(WHAT TO PRODUCE): The records below must be reproduced in full and without error.

(RECORDED DATA):
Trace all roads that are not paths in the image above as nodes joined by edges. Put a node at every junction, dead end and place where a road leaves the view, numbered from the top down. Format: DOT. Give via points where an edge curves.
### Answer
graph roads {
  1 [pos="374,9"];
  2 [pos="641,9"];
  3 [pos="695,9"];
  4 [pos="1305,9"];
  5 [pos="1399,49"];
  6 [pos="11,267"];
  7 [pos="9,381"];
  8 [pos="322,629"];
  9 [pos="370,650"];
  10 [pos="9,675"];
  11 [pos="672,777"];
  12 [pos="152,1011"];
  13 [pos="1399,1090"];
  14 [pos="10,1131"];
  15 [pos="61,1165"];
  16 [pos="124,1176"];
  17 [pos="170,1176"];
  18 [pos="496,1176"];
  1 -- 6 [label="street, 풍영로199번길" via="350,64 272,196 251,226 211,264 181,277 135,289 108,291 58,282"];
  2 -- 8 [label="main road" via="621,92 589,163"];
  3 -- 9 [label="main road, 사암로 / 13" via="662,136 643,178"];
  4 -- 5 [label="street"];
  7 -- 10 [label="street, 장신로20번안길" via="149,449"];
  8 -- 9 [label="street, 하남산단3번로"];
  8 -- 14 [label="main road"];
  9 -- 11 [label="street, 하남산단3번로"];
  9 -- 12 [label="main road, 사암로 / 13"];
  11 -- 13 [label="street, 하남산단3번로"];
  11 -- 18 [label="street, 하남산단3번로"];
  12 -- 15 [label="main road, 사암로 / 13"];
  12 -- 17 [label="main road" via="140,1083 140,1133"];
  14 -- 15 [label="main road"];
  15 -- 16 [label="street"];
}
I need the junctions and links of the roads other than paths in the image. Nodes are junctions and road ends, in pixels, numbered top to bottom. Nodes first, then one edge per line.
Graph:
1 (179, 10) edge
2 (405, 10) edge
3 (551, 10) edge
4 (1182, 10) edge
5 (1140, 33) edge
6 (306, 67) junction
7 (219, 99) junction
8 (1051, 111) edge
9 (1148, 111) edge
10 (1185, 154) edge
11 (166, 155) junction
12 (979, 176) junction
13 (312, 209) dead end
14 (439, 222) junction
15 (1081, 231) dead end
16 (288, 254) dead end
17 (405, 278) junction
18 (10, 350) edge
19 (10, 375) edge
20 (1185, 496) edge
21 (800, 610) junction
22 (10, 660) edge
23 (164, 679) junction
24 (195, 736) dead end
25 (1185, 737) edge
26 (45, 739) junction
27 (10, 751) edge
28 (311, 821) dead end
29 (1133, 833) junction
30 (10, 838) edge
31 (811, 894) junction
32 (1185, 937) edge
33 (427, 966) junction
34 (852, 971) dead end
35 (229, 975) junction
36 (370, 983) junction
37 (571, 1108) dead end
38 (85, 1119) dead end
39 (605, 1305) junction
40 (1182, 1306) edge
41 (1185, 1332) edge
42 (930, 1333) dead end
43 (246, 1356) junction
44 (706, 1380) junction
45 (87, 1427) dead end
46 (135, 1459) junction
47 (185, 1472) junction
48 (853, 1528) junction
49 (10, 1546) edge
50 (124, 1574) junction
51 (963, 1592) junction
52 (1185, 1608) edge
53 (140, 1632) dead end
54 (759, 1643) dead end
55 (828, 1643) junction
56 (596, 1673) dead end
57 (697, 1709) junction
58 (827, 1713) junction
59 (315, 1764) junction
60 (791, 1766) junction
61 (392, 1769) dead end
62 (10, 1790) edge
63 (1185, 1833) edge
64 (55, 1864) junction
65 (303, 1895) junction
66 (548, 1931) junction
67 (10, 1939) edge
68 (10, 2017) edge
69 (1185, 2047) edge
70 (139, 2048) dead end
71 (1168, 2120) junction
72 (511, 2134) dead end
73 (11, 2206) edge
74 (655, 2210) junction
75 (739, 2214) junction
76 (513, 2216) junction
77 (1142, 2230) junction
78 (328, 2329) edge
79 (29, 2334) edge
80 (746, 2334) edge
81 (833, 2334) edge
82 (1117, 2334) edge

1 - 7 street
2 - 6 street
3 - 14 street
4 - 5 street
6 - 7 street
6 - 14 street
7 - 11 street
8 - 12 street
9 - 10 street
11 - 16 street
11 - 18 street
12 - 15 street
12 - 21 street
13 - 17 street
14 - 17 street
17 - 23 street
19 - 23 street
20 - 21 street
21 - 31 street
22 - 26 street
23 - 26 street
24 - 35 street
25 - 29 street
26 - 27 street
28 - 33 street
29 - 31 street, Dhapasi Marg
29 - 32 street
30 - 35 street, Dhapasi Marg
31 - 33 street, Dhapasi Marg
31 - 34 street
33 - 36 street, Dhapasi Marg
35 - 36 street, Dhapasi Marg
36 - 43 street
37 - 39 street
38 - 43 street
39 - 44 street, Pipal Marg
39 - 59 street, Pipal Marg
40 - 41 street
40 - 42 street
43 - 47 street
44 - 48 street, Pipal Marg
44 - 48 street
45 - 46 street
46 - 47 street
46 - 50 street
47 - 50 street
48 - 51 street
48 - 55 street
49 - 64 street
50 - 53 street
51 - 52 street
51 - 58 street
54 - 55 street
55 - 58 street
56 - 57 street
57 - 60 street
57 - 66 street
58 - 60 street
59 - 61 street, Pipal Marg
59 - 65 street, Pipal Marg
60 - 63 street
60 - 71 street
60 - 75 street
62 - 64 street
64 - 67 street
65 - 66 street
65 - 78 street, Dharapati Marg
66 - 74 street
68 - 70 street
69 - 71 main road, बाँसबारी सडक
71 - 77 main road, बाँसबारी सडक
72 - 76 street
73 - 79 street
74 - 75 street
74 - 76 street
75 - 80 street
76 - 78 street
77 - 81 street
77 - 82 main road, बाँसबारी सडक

(ANSWER TO THE EXERCISE):
Trace all roads that are not paths in the image above as nodes joined by edges. Put a node at every junction, dead end and place where a road leaves the view, numbered from the top down. Format: DOT. Give via points where an edge curves.
### Answer
graph roads {
  1 [pos="374,9"];
  2 [pos="641,9"];
  3 [pos="695,9"];
  4 [pos="1305,9"];
  5 [pos="1399,49"];
  6 [pos="11,267"];
  7 [pos="9,381"];
  8 [pos="322,629"];
  9 [pos="370,650"];
  10 [pos="9,675"];
  11 [pos="672,777"];
  12 [pos="152,1011"];
  13 [pos="1399,1090"];
  14 [pos="10,1131"];
  15 [pos="61,1165"];
  16 [pos="124,1176"];
  17 [pos="170,1176"];
  18 [pos="496,1176"];
  1 -- 6 [label="street, 풍영로199번길" via="350,64 272,196 251,226 211,264 181,277 135,289 108,291 58,282"];
  2 -- 8 [label="main road" via="621,92 589,163"];
  3 -- 9 [label="main road, 사암로 / 13" via="662,136 643,178"];
  4 -- 5 [label="street"];
  7 -- 10 [label="street, 장신로20번안길" via="149,449"];
  8 -- 9 [label="street, 하남산단3번로"];
  8 -- 14 [label="main road"];
  9 -- 11 [label="street, 하남산단3번로"];
  9 -- 12 [label="main road, 사암로 / 13"];
  11 -- 13 [label="street, 하남산단3번로"];
  11 -- 18 [label="street, 하남산단3번로"];
  12 -- 15 [label="main road, 사암로 / 13"];
  12 -- 17 [label="main road" via="140,1083 140,1133"];
  14 -- 15 [label="main road"];
  15 -- 16 [label="street"];
}
I need the junctions and links of the roads other than paths in the image. Nodes are junctions and road ends, in pixels, numbered top to bottom. Nodes first, then one edge per line.
Graph:
1 (179, 10) edge
2 (405, 10) edge
3 (551, 10) edge
4 (1182, 10) edge
5 (1140, 33) edge
6 (306, 67) junction
7 (219, 99) junction
8 (1051, 111) edge
9 (1148, 111) edge
10 (1185, 154) edge
11 (166, 155) junction
12 (979, 176) junction
13 (312, 209) dead end
14 (439, 222) junction
15 (1081, 231) dead end
16 (288, 254) dead end
17 (405, 278) junction
18 (10, 350) edge
19 (10, 375) edge
20 (1185, 496) edge
21 (800, 610) junction
22 (10, 660) edge
23 (164, 679) junction
24 (195, 736) dead end
25 (1185, 737) edge
26 (45, 739) junction
27 (10, 751) edge
28 (311, 821) dead end
29 (1133, 833) junction
30 (10, 838) edge
31 (811, 894) junction
32 (1185, 937) edge
33 (427, 966) junction
34 (852, 971) dead end
35 (229, 975) junction
36 (370, 983) junction
37 (571, 1108) dead end
38 (85, 1119) dead end
39 (605, 1305) junction
40 (1182, 1306) edge
41 (1185, 1332) edge
42 (930, 1333) dead end
43 (246, 1356) junction
44 (706, 1380) junction
45 (87, 1427) dead end
46 (135, 1459) junction
47 (185, 1472) junction
48 (853, 1528) junction
49 (10, 1546) edge
50 (124, 1574) junction
51 (963, 1592) junction
52 (1185, 1608) edge
53 (140, 1632) dead end
54 (759, 1643) dead end
55 (828, 1643) junction
56 (596, 1673) dead end
57 (697, 1709) junction
58 (827, 1713) junction
59 (315, 1764) junction
60 (791, 1766) junction
61 (392, 1769) dead end
62 (10, 1790) edge
63 (1185, 1833) edge
64 (55, 1864) junction
65 (303, 1895) junction
66 (548, 1931) junction
67 (10, 1939) edge
68 (10, 2017) edge
69 (1185, 2047) edge
70 (139, 2048) dead end
71 (1168, 2120) junction
72 (511, 2134) dead end
73 (11, 2206) edge
74 (655, 2210) junction
75 (739, 2214) junction
76 (513, 2216) junction
77 (1142, 2230) junction
78 (328, 2329) edge
79 (29, 2334) edge
80 (746, 2334) edge
81 (833, 2334) edge
82 (1117, 2334) edge

1 - 7 street
2 - 6 street
3 - 14 street
4 - 5 street
6 - 7 street
6 - 14 street
7 - 11 street
8 - 12 street
9 - 10 street
11 - 16 street
11 - 18 street
12 - 15 street
12 - 21 street
13 - 17 street
14 - 17 street
17 - 23 street
19 - 23 street
20 - 21 street
21 - 31 street
22 - 26 street
23 - 26 street
24 - 35 street
25 - 29 street
26 - 27 street
28 - 33 street
29 - 31 street, Dhapasi Marg
29 - 32 street
30 - 35 street, Dhapasi Marg
31 - 33 street, Dhapasi Marg
31 - 34 street
33 - 36 street, Dhapasi Marg
35 - 36 street, Dhapasi Marg
36 - 43 street
37 - 39 street
38 - 43 street
39 - 44 street, Pipal Marg
39 - 59 street, Pipal Marg
40 - 41 street
40 - 42 street
43 - 47 street
44 - 48 street, Pipal Marg
44 - 48 street
45 - 46 street
46 - 47 street
46 - 50 street
47 - 50 street
48 - 51 street
48 - 55 street
49 - 64 street
50 - 53 street
51 - 52 street
51 - 58 street
54 - 55 street
55 - 58 street
56 - 57 street
57 - 60 street
57 - 66 street
58 - 60 street
59 - 61 street, Pipal Marg
59 - 65 street, Pipal Marg
60 - 63 street
60 - 71 street
60 - 75 street
62 - 64 street
64 - 67 street
65 - 66 street
65 - 78 street, Dharapati Marg
66 - 74 street
68 - 70 street
69 - 71 main road, बाँसबारी सडक
71 - 77 main road, बाँसबारी सडक
72 - 76 street
73 - 79 street
74 - 75 street
74 - 76 street
75 - 80 street
76 - 78 street
77 - 81 street
77 - 82 main road, बाँसबारी सडक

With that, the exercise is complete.